In an interview with the Times of London after the trial, Lynch reflected on how, at age 59, having a great burden lifted from him, he was able to reshape his life.

He was grieving the deaths of his brother and mother, both of whom died before the criminal trial. He considered using his fortune to set up a British version of The Innocence Project, which works to prevent wrongful convictions in the US.

“Now you have a second life,” he told the Times. “The question is, what do you want to do with it?”

But first, a party. Lynch, his wife Angela Bacares, one of his two daughters, his lawyer Morvillo and his wife Neda Morvillo, and a few others boarded a superyacht, The Bayesian, anchored off Sicily and owned by Bacares.

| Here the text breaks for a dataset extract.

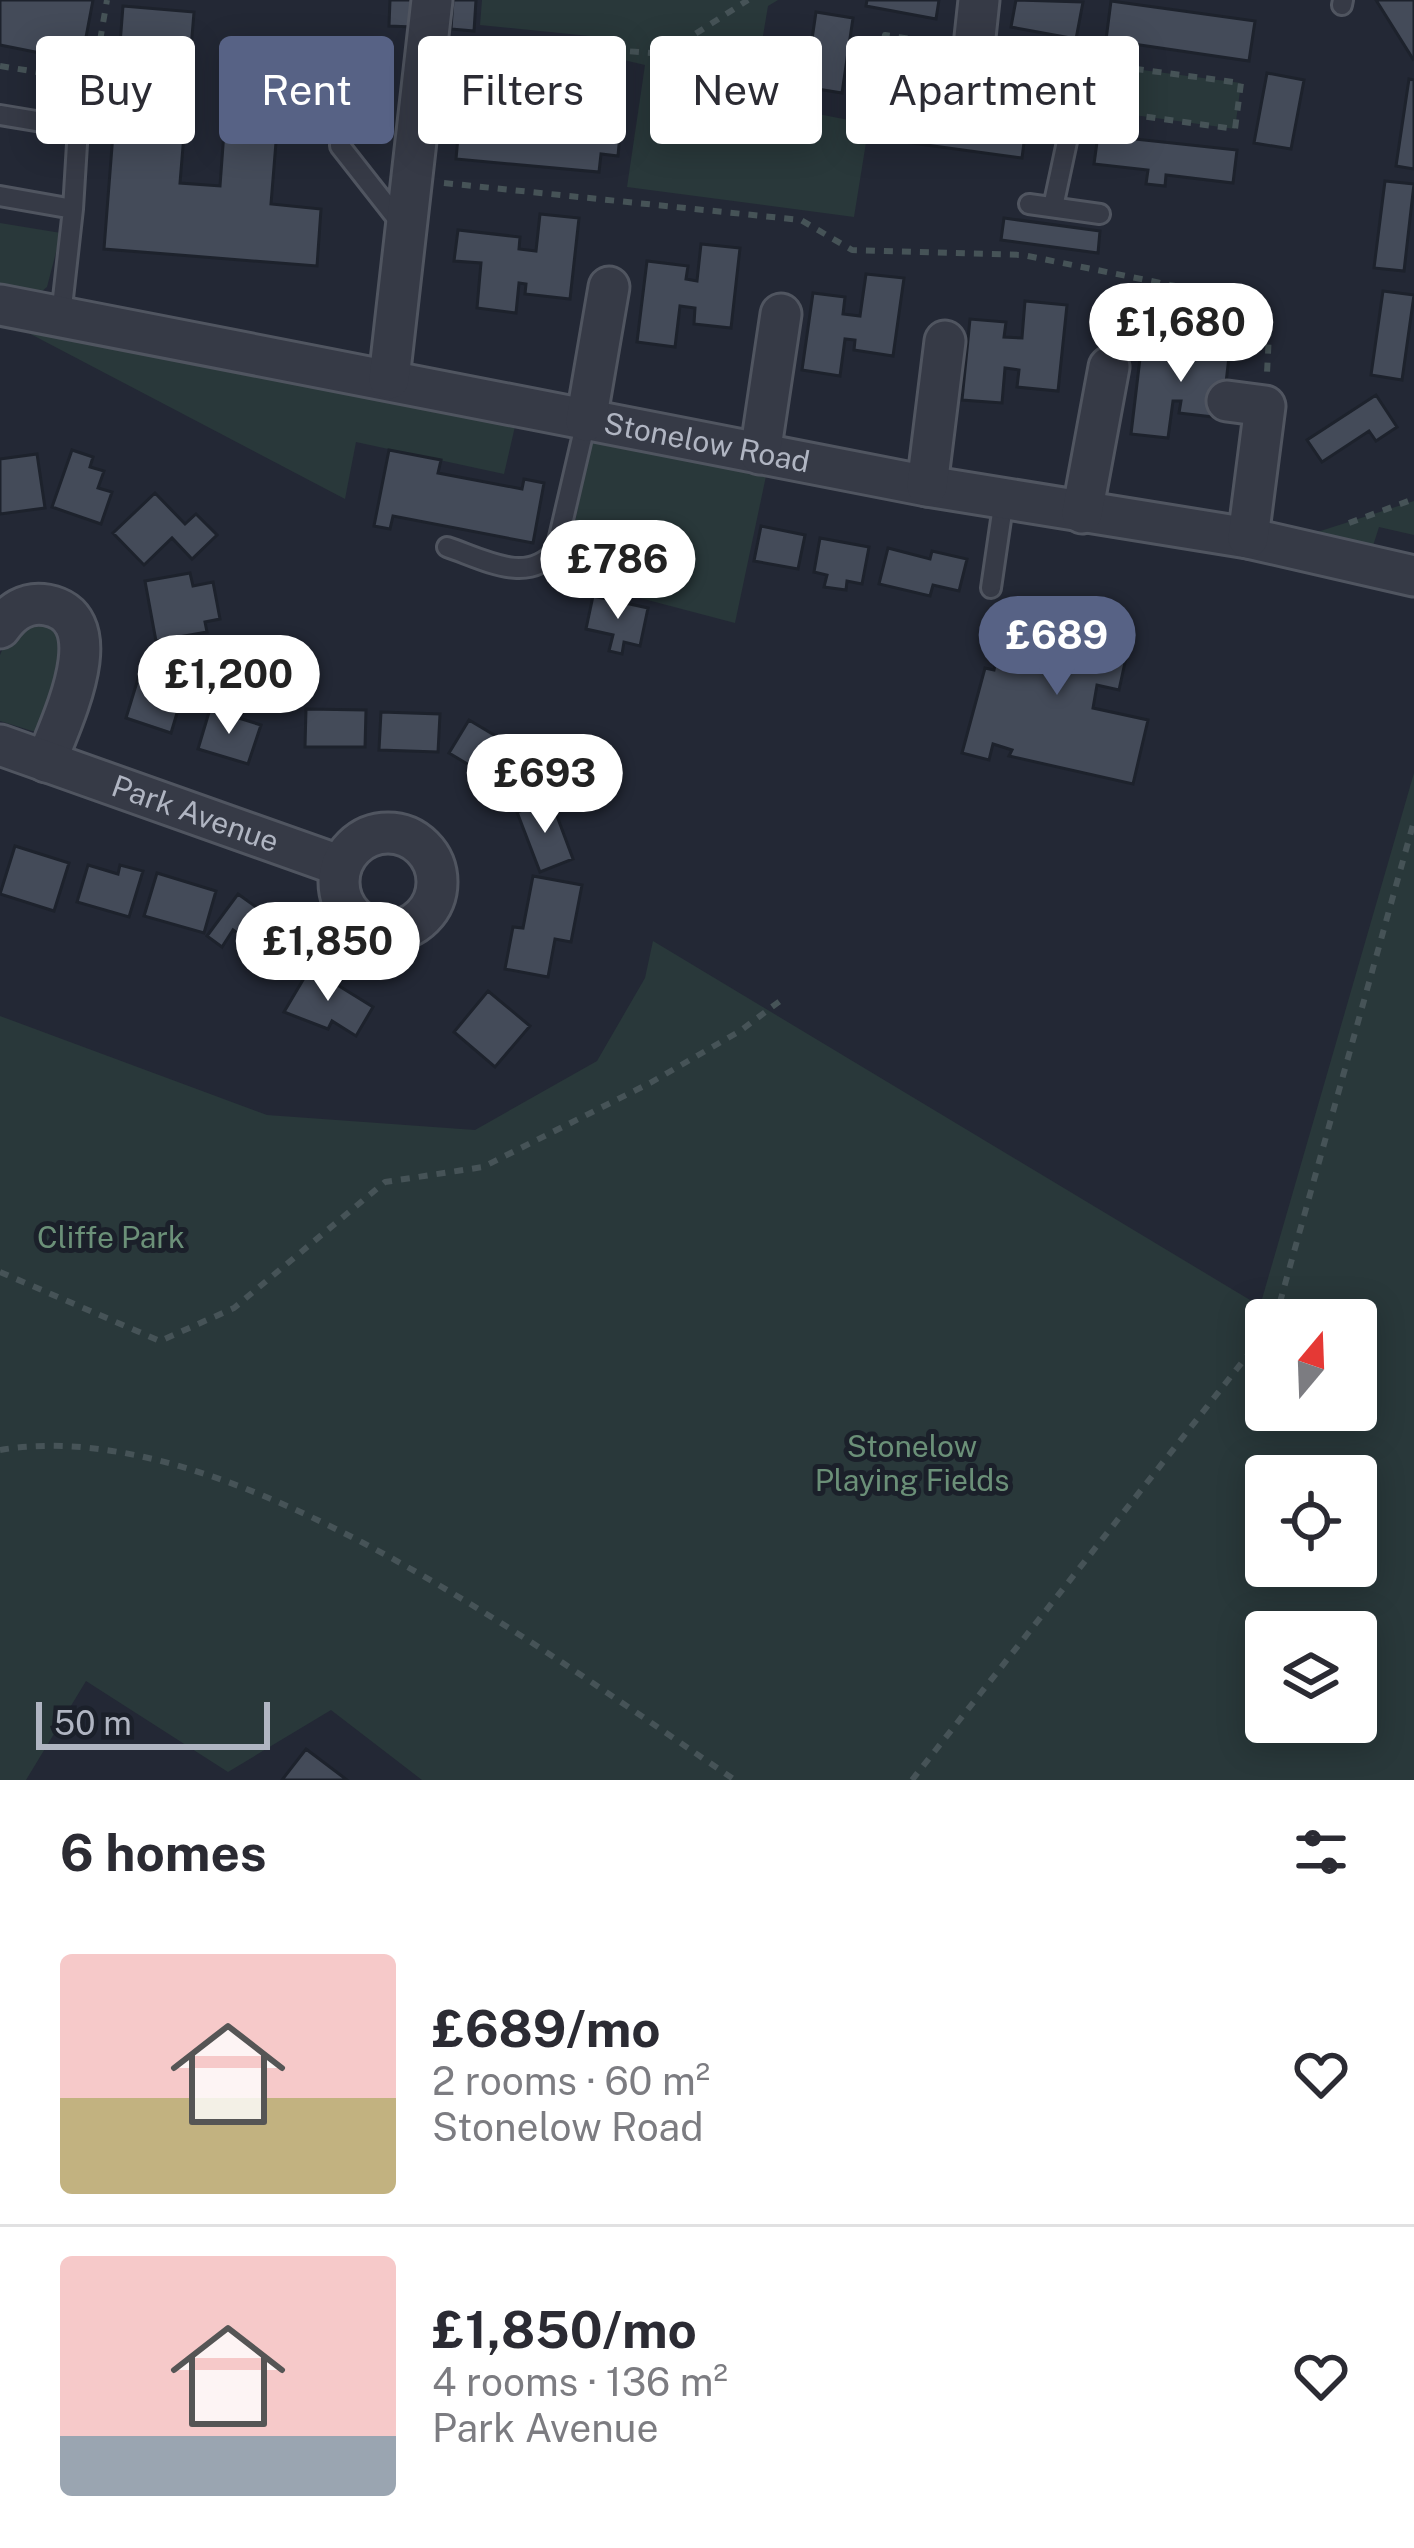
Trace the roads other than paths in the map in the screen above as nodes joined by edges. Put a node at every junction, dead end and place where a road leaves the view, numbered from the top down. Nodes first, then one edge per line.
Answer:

Chamberlain moved back to the UK. While running near his home, he was hit by a driver. He died in hospital on Saturday.

On August 19, The Bayesian was suddenly hit by a storm. The yacht capsized.

Of the 22 passengers, 15 were rescued, including Bacares.

But rescuers have pulled five bodies from the wreckage, including Morvillo and Lynch. A sixth is still trapped in the boat. Lynch’s daughter Hannah is still missing.